┌─ Material for the task

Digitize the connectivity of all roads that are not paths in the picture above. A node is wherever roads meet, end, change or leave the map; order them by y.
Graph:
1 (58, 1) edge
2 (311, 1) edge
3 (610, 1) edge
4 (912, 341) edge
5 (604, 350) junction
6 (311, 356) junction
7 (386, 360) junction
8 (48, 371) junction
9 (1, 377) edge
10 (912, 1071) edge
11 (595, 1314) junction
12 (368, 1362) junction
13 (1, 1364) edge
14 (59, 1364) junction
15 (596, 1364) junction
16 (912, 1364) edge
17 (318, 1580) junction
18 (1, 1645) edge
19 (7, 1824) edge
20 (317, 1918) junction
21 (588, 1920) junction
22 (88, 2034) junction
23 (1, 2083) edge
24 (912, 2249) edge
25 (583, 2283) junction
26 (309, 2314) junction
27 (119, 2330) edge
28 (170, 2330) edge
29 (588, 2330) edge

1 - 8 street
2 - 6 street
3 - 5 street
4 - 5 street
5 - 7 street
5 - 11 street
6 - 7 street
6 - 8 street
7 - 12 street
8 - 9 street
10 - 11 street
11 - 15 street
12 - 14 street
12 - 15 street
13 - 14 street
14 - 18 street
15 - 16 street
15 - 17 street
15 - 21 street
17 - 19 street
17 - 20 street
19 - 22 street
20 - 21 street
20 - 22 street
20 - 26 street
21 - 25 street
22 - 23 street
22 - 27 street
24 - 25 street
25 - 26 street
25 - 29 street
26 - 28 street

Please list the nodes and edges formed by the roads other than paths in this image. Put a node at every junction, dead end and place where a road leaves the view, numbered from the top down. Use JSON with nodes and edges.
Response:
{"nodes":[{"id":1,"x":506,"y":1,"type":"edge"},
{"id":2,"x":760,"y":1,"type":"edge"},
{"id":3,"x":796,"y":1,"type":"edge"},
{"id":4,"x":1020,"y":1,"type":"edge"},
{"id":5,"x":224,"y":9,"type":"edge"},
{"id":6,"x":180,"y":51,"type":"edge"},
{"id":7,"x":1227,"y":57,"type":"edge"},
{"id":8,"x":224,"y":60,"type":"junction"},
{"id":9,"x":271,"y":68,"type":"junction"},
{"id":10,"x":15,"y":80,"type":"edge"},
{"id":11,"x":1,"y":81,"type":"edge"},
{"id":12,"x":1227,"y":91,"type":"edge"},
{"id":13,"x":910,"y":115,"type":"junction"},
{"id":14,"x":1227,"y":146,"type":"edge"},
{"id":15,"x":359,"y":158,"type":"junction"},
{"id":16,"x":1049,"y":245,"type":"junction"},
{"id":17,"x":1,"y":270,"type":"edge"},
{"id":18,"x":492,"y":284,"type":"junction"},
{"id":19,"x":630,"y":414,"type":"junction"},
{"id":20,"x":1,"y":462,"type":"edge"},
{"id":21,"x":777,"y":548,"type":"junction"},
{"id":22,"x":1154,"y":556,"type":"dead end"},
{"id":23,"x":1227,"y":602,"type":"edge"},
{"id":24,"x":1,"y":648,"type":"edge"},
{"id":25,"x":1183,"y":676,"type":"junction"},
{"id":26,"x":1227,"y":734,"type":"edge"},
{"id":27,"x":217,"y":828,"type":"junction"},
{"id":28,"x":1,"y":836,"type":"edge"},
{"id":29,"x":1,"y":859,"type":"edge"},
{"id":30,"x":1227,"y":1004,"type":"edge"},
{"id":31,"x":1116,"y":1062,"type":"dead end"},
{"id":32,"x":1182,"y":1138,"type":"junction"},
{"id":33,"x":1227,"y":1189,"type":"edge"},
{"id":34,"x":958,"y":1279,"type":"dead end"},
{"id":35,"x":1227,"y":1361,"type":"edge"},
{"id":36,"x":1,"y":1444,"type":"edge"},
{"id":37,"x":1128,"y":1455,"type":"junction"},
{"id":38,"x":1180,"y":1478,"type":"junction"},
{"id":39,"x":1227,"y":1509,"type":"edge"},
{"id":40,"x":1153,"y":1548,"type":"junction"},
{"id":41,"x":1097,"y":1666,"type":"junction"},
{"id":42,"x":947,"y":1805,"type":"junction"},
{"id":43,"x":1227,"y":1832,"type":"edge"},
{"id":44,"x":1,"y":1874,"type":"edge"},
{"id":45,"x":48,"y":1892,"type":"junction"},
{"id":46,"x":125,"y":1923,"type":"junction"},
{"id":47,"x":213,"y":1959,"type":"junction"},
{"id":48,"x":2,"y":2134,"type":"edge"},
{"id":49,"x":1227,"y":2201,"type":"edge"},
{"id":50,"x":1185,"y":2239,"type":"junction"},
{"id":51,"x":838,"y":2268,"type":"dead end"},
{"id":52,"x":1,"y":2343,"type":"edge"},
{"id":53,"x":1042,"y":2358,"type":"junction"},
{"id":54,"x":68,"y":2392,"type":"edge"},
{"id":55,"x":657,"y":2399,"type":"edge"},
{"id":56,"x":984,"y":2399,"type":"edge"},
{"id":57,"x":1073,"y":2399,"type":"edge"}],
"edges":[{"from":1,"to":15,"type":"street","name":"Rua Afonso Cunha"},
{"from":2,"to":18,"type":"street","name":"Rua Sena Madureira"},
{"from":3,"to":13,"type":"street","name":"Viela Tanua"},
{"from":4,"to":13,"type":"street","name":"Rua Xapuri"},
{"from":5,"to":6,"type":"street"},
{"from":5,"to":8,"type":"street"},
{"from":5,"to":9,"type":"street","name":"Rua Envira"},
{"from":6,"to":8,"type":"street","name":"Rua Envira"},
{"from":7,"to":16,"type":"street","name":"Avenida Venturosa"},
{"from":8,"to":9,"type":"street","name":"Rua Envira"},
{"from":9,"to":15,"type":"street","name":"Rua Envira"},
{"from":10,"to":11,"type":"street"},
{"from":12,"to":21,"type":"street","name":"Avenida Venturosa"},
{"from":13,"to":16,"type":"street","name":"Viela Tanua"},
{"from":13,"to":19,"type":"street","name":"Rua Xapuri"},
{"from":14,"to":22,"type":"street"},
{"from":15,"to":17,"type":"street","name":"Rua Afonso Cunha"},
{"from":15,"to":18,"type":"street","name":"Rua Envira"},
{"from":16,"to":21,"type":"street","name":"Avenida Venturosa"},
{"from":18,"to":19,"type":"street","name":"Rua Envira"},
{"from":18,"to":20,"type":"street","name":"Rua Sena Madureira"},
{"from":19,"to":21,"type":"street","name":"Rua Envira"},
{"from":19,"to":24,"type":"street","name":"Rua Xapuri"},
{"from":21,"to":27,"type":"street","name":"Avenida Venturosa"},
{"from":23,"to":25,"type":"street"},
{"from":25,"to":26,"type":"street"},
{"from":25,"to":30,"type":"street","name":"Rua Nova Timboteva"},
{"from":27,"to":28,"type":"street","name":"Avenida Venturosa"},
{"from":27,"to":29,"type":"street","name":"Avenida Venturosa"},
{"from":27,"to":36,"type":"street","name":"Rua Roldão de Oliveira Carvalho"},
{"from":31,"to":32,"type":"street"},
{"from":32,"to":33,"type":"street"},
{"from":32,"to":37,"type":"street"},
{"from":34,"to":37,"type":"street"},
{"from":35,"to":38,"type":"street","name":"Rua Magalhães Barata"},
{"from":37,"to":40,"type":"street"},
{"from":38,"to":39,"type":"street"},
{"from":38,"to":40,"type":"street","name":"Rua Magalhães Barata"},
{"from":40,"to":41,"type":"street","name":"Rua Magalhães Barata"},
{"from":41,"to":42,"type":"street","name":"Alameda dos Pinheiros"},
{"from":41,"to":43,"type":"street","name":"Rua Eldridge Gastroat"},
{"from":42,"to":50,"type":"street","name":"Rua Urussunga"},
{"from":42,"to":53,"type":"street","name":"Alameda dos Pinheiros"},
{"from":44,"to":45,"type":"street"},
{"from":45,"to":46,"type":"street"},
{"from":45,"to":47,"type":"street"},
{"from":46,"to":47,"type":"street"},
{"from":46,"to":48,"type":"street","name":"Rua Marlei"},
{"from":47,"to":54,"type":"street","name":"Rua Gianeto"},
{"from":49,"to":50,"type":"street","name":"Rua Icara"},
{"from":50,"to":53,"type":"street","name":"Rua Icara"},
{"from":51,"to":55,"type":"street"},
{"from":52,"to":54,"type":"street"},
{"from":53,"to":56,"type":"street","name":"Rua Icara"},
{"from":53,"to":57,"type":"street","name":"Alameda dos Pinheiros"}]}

└─

What the task requires
Search the material for "Afonso" and copy each matching line.

Solution for this exercise
"edges":[{"from":1,"to":15,"type":"street","name":"Rua Afonso Cunha"},
{"from":15,"to":17,"type":"street","name":"Rua Afonso Cunha"},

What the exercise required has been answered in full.